Exercise requirements = Show each line in the listing below that contains the word "nodes".

Provided records =
* * *
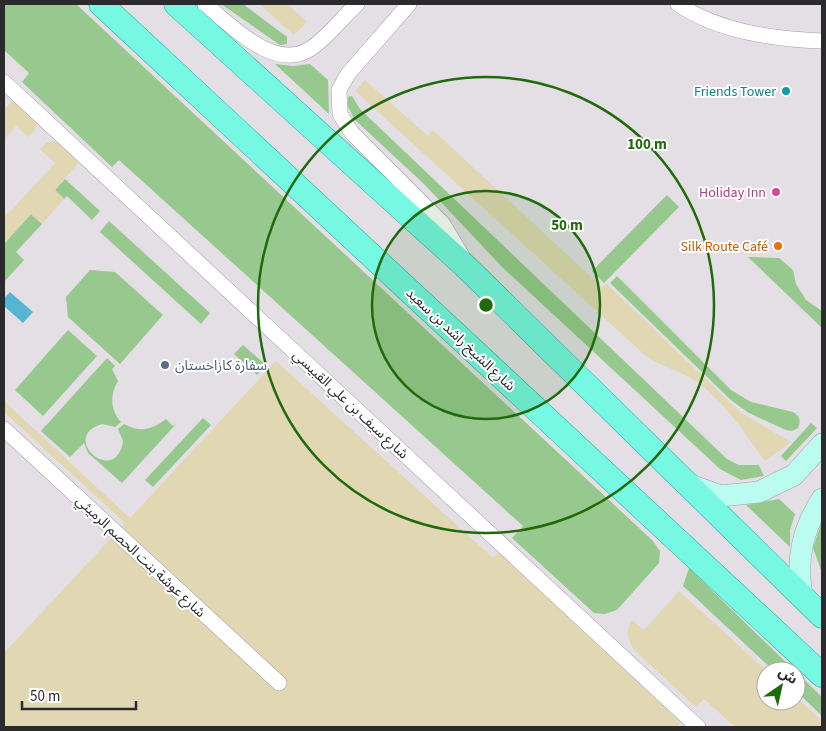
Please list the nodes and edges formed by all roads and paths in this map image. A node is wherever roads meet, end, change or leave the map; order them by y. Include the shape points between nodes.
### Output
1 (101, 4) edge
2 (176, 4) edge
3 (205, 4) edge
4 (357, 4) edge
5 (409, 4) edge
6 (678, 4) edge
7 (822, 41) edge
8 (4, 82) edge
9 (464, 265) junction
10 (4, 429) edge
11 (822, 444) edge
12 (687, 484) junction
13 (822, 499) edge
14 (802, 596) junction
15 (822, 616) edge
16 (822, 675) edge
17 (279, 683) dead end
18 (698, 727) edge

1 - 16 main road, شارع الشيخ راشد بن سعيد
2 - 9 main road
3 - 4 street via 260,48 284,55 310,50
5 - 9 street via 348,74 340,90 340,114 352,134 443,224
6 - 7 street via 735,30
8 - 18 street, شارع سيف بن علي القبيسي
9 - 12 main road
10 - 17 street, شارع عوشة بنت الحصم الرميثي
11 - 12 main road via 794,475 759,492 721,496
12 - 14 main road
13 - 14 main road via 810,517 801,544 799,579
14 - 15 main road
* * *
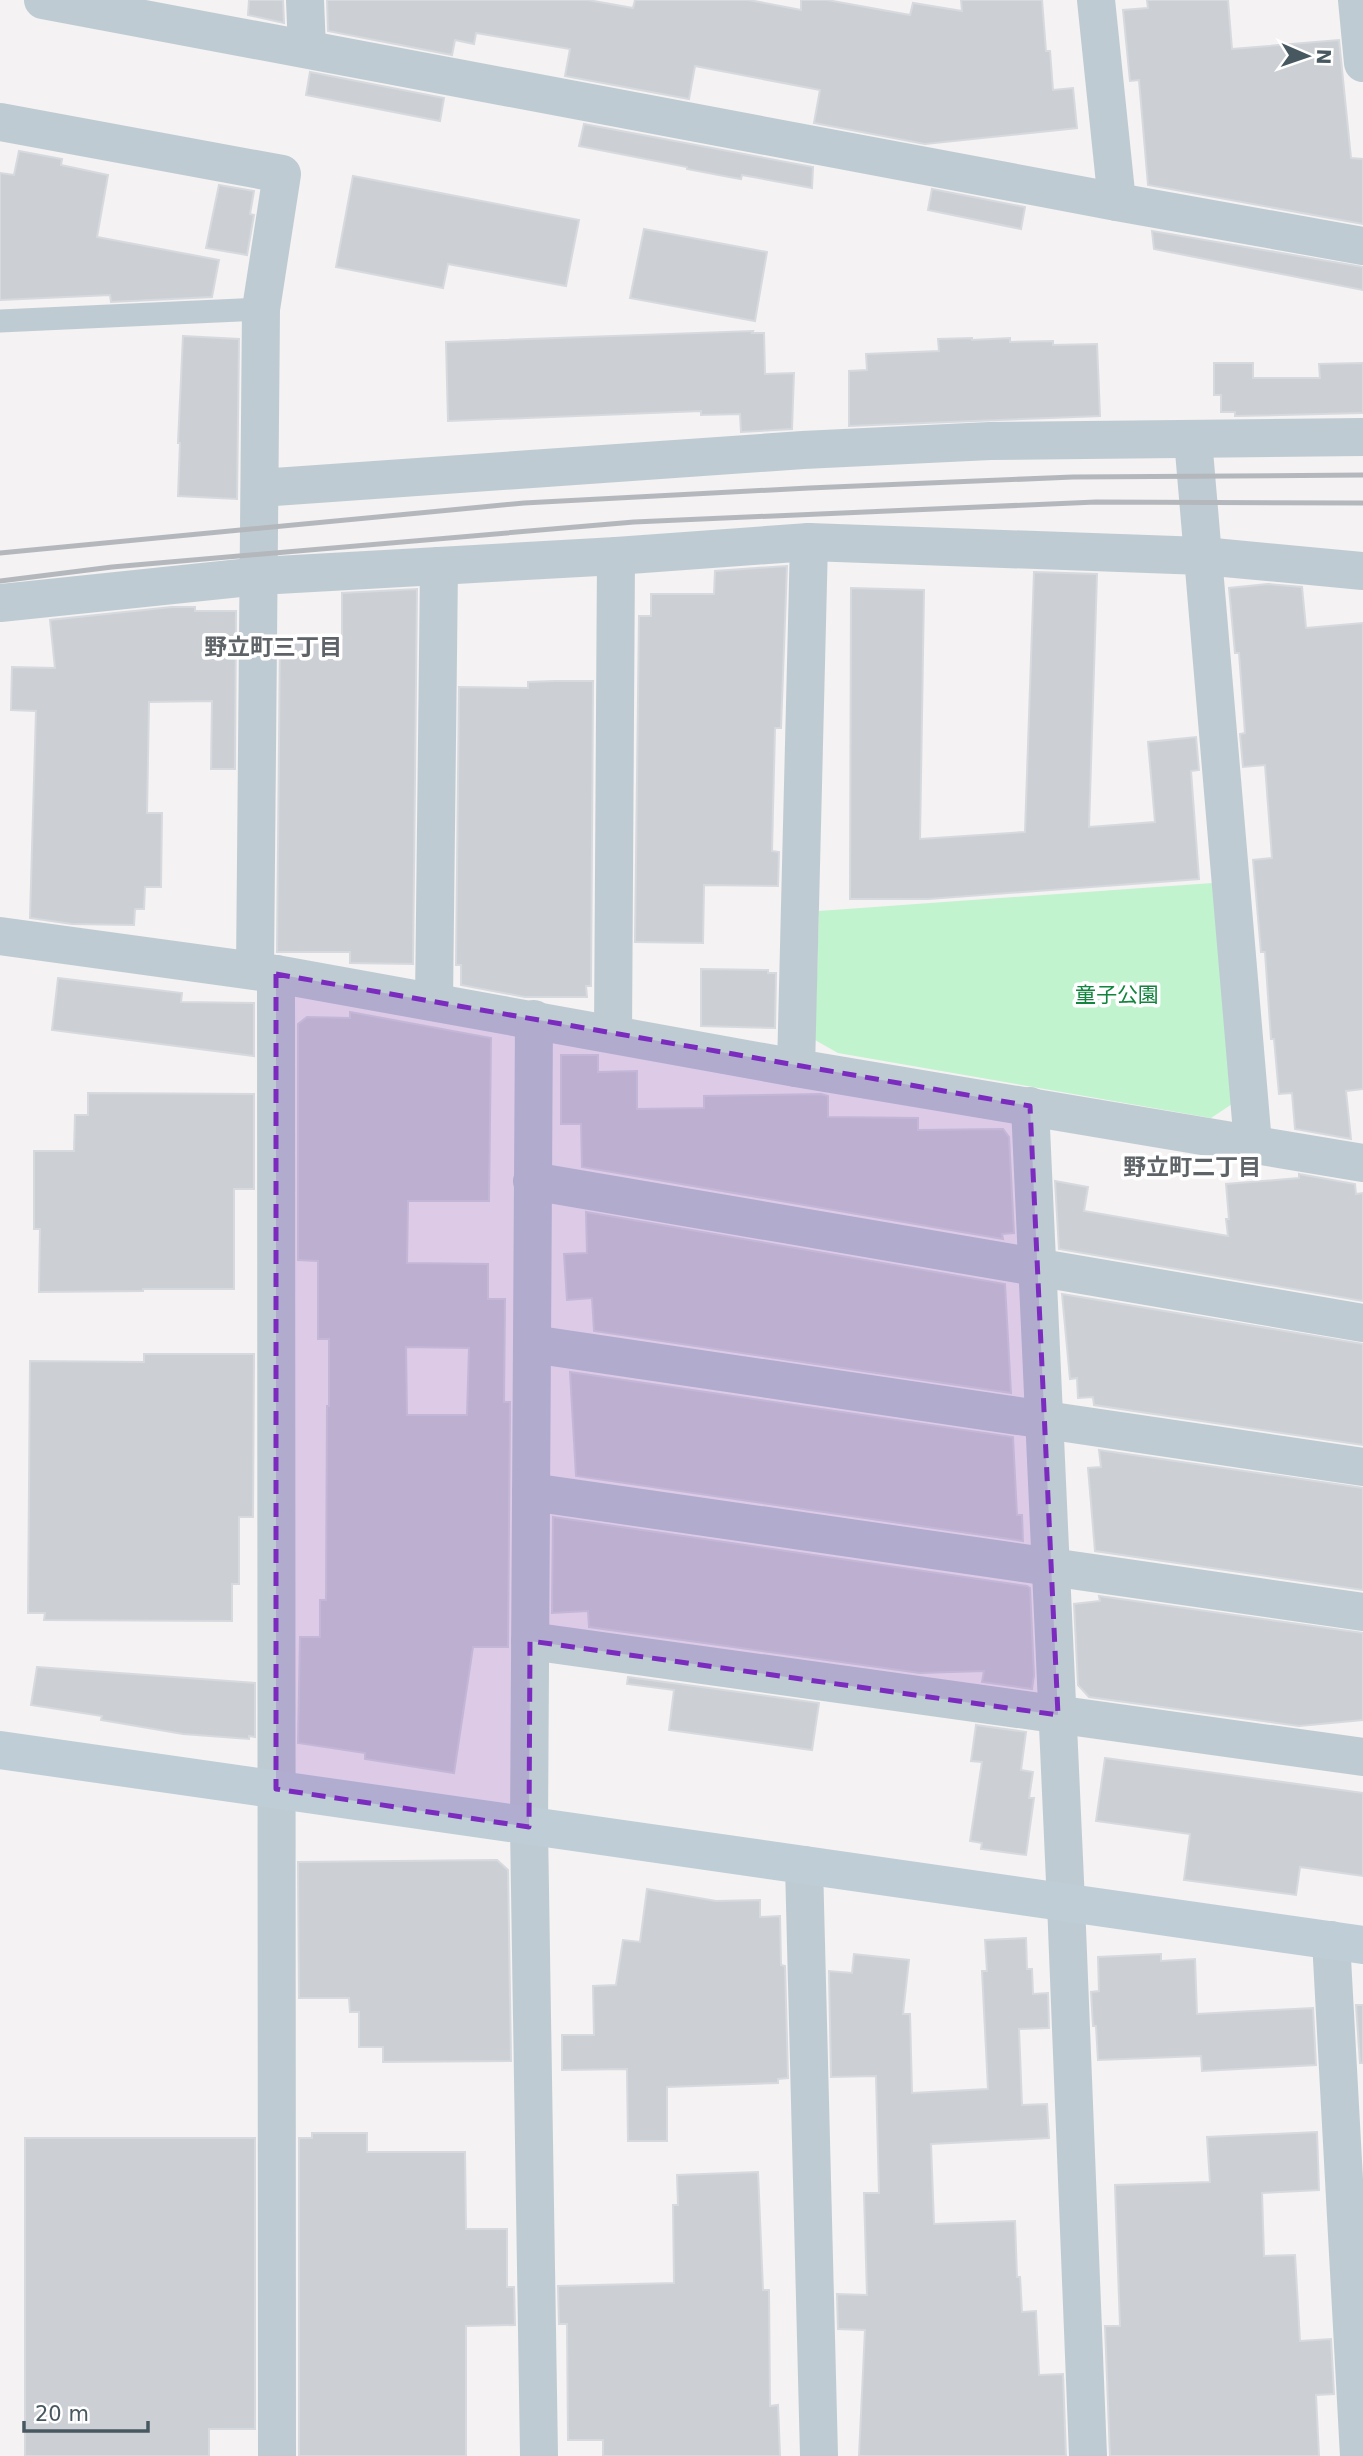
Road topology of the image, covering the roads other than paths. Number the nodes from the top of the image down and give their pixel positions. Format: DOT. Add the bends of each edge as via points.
* * *
Answer for the task =
Please list the nodes and edges formed by all roads and paths in this map image. A node is wherever roads meet, end, change or leave the map; order them by y. Include the shape points between nodes.
Road topology of the image, covering the roads other than paths. Number the nodes from the top of the image down and give their pixel positions. Format: DOT. Add the bends of each edge as via points.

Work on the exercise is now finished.